Spacecraft properties
- Spacecraft type: STSat
- Bus: STSat-2A
- Manufacturer: Korea Aerospace Research Institute (KARI)
- Launch mass: 100 kg (220 lb)
- Dimensions: 62 cm x 70 cm x 90 cm
- Power: 160 watts

Start of mission
- Launch date: 30 January 2013, 07:00:00 UTC
- Rocket: Naro-1 # 3
- Launch site: Naro Space Center
- Contractor: Khrunichev / KARI

End of mission
- Disposal: Deorbited
- Decay date: 13 November 2019

Orbital parameters
- Reference system: Geocentric orbit
- Regime: Low Earth orbit
- Perigee altitude: 301 km (187 mi)
- Apogee altitude: 1,433 km (890 mi)
- Inclination: 80.26°
- Period: 102.14 minutes

Instruments
- Langmuir probe Laser Retroreflector Array (LRA) Space Radiation Effects Monitor (SREM) Reaction Wheel Assembly (RWA) IR Sensor (IRS) Femto second Laser Oscillator (FSO)

= STSat-2C =

2013–2019 South Korean satellite

STSat-2C, or Science and Technology Satellite-2C, or Naro Science Satellite (ko:나로과학위성) was a South Korean satellite which was launched in 2013. It was operated by the Korea Aerospace Research Institute (KARI), and was intended to demonstrate technology for future spacecraft.
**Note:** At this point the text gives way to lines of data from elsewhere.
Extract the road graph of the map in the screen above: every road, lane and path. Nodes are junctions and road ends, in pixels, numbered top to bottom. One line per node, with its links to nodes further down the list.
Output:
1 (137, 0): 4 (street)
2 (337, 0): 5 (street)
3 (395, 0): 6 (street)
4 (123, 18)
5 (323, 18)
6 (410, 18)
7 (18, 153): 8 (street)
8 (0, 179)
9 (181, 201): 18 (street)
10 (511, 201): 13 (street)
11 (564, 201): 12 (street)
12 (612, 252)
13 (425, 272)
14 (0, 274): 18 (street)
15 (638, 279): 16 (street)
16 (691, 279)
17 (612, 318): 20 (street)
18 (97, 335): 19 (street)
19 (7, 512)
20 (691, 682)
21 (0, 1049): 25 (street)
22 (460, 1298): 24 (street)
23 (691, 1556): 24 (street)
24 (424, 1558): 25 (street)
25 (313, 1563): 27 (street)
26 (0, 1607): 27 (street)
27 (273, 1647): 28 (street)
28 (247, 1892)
The satellite had a mass of 100 kg, and was expected to operate for less than a year.

== Instruments ==
STSAT-2C carries six payloads: the Laser Retroreflector Array (LRA) allows the spacecraft to be tracked with centimeter accuracy by satellite laser ranging (SLR) stations which make up the International Laser Ranging Service (ILRS). A Langmuir probe will be used to determine the electron temperature, electron density, and electric potential of plasma. The Space Radiation Effects Monitor (SREM) will be used for measurements and monitoring of the near-earth space environment. In addition, the Reaction Wheel Assembly (RWA), IR Sensor (IRS), and Femto second Laser Oscillator (FSO) are carried for the verification of new space technologies.

== Launch ==
STSat-2C was launched at 07:00:00 UTC on 30 January 2013, on the third flight of the Naro-1 launch vehicle, with a Russian first stage derived from the Angara and a South Korean second stage. Liftoff occurred from the Naro Space Center, and the launch vehicle successfully deployed the satellite into at 301 by 1433 km low Earth orbit, with an orbital inclination of 80.26° and orbital period of 102.14 minutes. The launch marked the first successful flight of the Naro-1, which had previously failed to launch STSat-2A in 2009 and STSat-2B in 2010.